Task instructions - Your task is to transcribe the records exactly, skipping every image.

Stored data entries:
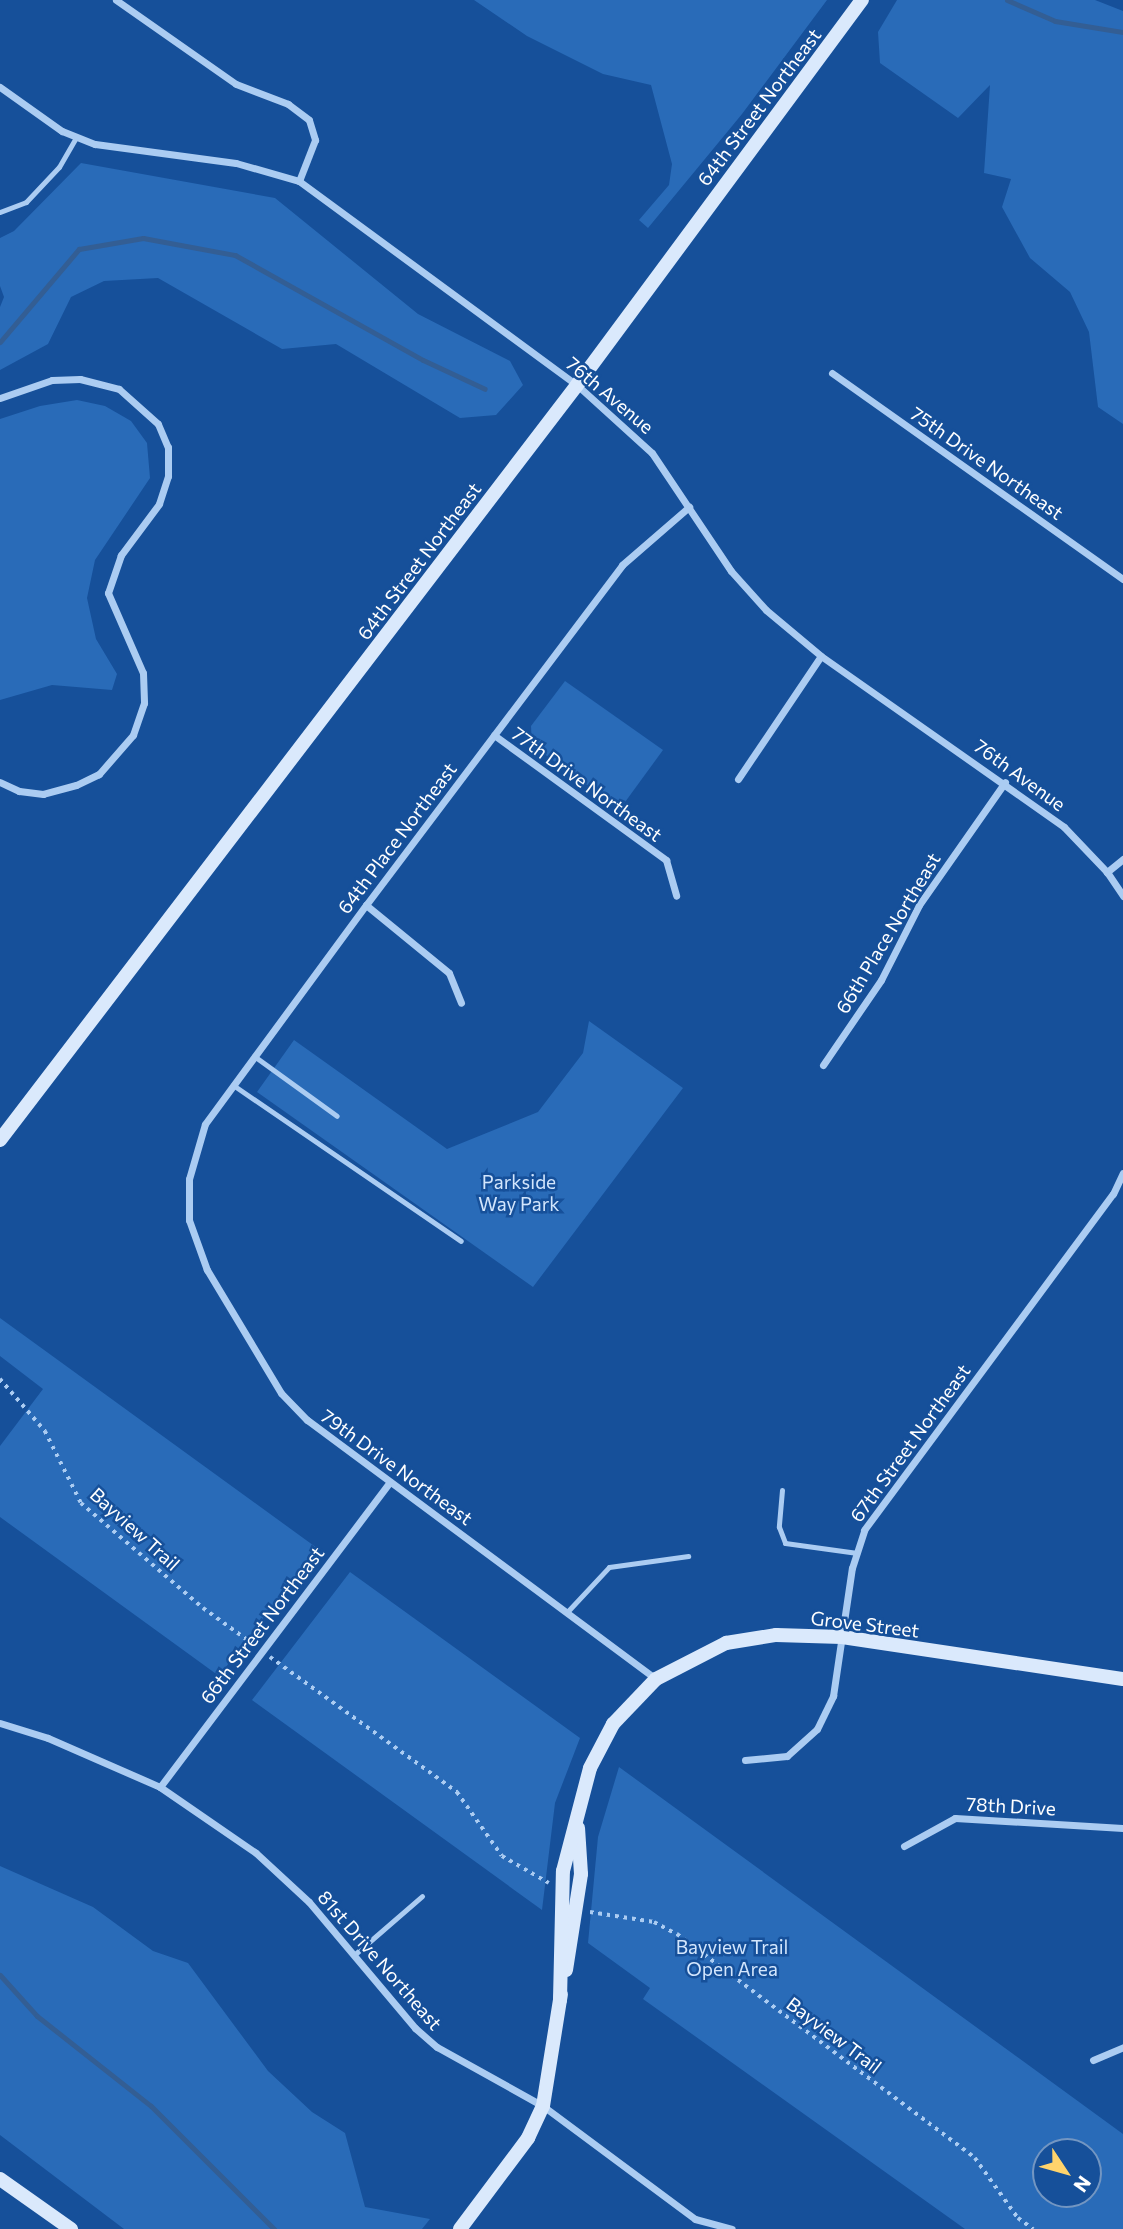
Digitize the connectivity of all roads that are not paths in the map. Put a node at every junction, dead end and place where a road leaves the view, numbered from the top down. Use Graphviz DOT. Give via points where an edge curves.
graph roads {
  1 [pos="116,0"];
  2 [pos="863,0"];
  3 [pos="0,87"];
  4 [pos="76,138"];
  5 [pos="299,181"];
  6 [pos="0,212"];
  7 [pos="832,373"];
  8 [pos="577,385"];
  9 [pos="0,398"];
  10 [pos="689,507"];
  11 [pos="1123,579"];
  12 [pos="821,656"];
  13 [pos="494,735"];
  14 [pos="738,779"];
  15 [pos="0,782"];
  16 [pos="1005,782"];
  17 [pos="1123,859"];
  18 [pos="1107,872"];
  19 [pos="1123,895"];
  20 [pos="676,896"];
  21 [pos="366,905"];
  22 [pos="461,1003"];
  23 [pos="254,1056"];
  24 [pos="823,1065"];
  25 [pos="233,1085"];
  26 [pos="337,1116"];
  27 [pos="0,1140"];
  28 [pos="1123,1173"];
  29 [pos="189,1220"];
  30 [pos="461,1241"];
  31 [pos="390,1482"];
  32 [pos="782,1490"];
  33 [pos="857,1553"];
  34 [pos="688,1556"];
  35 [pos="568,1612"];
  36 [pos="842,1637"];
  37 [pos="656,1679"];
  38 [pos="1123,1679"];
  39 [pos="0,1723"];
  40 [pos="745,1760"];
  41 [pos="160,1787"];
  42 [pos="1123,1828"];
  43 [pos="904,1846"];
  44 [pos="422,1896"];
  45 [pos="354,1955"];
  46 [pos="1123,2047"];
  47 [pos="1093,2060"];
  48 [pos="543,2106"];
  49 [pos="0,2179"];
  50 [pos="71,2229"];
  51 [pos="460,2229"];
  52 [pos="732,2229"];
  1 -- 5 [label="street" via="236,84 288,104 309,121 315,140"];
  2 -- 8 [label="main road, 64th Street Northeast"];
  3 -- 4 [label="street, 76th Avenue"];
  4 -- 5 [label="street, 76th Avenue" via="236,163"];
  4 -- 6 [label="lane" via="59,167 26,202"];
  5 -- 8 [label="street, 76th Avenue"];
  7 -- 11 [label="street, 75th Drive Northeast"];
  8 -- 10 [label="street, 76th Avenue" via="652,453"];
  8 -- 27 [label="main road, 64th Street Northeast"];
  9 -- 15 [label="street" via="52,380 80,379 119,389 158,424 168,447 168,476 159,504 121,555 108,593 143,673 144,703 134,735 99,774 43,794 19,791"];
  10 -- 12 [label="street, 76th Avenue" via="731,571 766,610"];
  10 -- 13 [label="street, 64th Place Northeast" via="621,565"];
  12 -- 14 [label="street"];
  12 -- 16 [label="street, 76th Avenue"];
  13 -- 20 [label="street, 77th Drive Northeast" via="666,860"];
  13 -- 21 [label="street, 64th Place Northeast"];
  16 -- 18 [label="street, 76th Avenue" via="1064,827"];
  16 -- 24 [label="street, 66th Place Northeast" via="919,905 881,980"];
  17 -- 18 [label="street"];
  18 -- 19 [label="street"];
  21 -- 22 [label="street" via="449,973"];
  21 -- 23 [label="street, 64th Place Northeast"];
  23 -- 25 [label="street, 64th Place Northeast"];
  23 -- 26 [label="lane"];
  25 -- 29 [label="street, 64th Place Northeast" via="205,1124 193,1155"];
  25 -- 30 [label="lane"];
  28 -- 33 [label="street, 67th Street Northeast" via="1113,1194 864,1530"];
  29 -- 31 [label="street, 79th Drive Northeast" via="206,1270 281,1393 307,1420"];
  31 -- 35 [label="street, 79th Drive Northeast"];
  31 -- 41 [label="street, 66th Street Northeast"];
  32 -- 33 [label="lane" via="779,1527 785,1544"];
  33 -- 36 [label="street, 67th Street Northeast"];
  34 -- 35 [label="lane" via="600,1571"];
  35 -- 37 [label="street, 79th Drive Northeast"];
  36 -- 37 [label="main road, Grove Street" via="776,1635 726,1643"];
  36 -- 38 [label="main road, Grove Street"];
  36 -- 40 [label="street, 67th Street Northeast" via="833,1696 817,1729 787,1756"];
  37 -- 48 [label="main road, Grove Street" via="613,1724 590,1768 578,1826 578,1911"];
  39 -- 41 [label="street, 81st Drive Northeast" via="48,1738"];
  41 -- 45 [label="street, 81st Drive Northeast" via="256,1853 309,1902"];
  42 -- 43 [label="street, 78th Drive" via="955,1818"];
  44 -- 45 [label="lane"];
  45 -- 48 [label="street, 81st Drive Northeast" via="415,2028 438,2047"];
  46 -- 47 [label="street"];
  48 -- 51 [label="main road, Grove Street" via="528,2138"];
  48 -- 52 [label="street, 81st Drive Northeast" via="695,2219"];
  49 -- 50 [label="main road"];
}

Expected answer -
Digitize the connectivity of all roads that are not paths in the map. Put a node at every junction, dead end and place where a road leaves the view, numbered from the top down. Use Graphviz DOT. Give via points where an edge curves.
graph roads {
  1 [pos="116,0"];
  2 [pos="863,0"];
  3 [pos="0,87"];
  4 [pos="76,138"];
  5 [pos="299,181"];
  6 [pos="0,212"];
  7 [pos="832,373"];
  8 [pos="577,385"];
  9 [pos="0,398"];
  10 [pos="689,507"];
  11 [pos="1123,579"];
  12 [pos="821,656"];
  13 [pos="494,735"];
  14 [pos="738,779"];
  15 [pos="0,782"];
  16 [pos="1005,782"];
  17 [pos="1123,859"];
  18 [pos="1107,872"];
  19 [pos="1123,895"];
  20 [pos="676,896"];
  21 [pos="366,905"];
  22 [pos="461,1003"];
  23 [pos="254,1056"];
  24 [pos="823,1065"];
  25 [pos="233,1085"];
  26 [pos="337,1116"];
  27 [pos="0,1140"];
  28 [pos="1123,1173"];
  29 [pos="189,1220"];
  30 [pos="461,1241"];
  31 [pos="390,1482"];
  32 [pos="782,1490"];
  33 [pos="857,1553"];
  34 [pos="688,1556"];
  35 [pos="568,1612"];
  36 [pos="842,1637"];
  37 [pos="656,1679"];
  38 [pos="1123,1679"];
  39 [pos="0,1723"];
  40 [pos="745,1760"];
  41 [pos="160,1787"];
  42 [pos="1123,1828"];
  43 [pos="904,1846"];
  44 [pos="422,1896"];
  45 [pos="354,1955"];
  46 [pos="1123,2047"];
  47 [pos="1093,2060"];
  48 [pos="543,2106"];
  49 [pos="0,2179"];
  50 [pos="71,2229"];
  51 [pos="460,2229"];
  52 [pos="732,2229"];
  1 -- 5 [label="street" via="236,84 288,104 309,121 315,140"];
  2 -- 8 [label="main road, 64th Street Northeast"];
  3 -- 4 [label="street, 76th Avenue"];
  4 -- 5 [label="street, 76th Avenue" via="236,163"];
  4 -- 6 [label="lane" via="59,167 26,202"];
  5 -- 8 [label="street, 76th Avenue"];
  7 -- 11 [label="street, 75th Drive Northeast"];
  8 -- 10 [label="street, 76th Avenue" via="652,453"];
  8 -- 27 [label="main road, 64th Street Northeast"];
  9 -- 15 [label="street" via="52,380 80,379 119,389 158,424 168,447 168,476 159,504 121,555 108,593 143,673 144,703 134,735 99,774 43,794 19,791"];
  10 -- 12 [label="street, 76th Avenue" via="731,571 766,610"];
  10 -- 13 [label="street, 64th Place Northeast" via="621,565"];
  12 -- 14 [label="street"];
  12 -- 16 [label="street, 76th Avenue"];
  13 -- 20 [label="street, 77th Drive Northeast" via="666,860"];
  13 -- 21 [label="street, 64th Place Northeast"];
  16 -- 18 [label="street, 76th Avenue" via="1064,827"];
  16 -- 24 [label="street, 66th Place Northeast" via="919,905 881,980"];
  17 -- 18 [label="street"];
  18 -- 19 [label="street"];
  21 -- 22 [label="street" via="449,973"];
  21 -- 23 [label="street, 64th Place Northeast"];
  23 -- 25 [label="street, 64th Place Northeast"];
  23 -- 26 [label="lane"];
  25 -- 29 [label="street, 64th Place Northeast" via="205,1124 193,1155"];
  25 -- 30 [label="lane"];
  28 -- 33 [label="street, 67th Street Northeast" via="1113,1194 864,1530"];
  29 -- 31 [label="street, 79th Drive Northeast" via="206,1270 281,1393 307,1420"];
  31 -- 35 [label="street, 79th Drive Northeast"];
  31 -- 41 [label="street, 66th Street Northeast"];
  32 -- 33 [label="lane" via="779,1527 785,1544"];
  33 -- 36 [label="street, 67th Street Northeast"];
  34 -- 35 [label="lane" via="600,1571"];
  35 -- 37 [label="street, 79th Drive Northeast"];
  36 -- 37 [label="main road, Grove Street" via="776,1635 726,1643"];
  36 -- 38 [label="main road, Grove Street"];
  36 -- 40 [label="street, 67th Street Northeast" via="833,1696 817,1729 787,1756"];
  37 -- 48 [label="main road, Grove Street" via="613,1724 590,1768 578,1826 578,1911"];
  39 -- 41 [label="street, 81st Drive Northeast" via="48,1738"];
  41 -- 45 [label="street, 81st Drive Northeast" via="256,1853 309,1902"];
  42 -- 43 [label="street, 78th Drive" via="955,1818"];
  44 -- 45 [label="lane"];
  45 -- 48 [label="street, 81st Drive Northeast" via="415,2028 438,2047"];
  46 -- 47 [label="street"];
  48 -- 51 [label="main road, Grove Street" via="528,2138"];
  48 -- 52 [label="street, 81st Drive Northeast" via="695,2219"];
  49 -- 50 [label="main road"];
}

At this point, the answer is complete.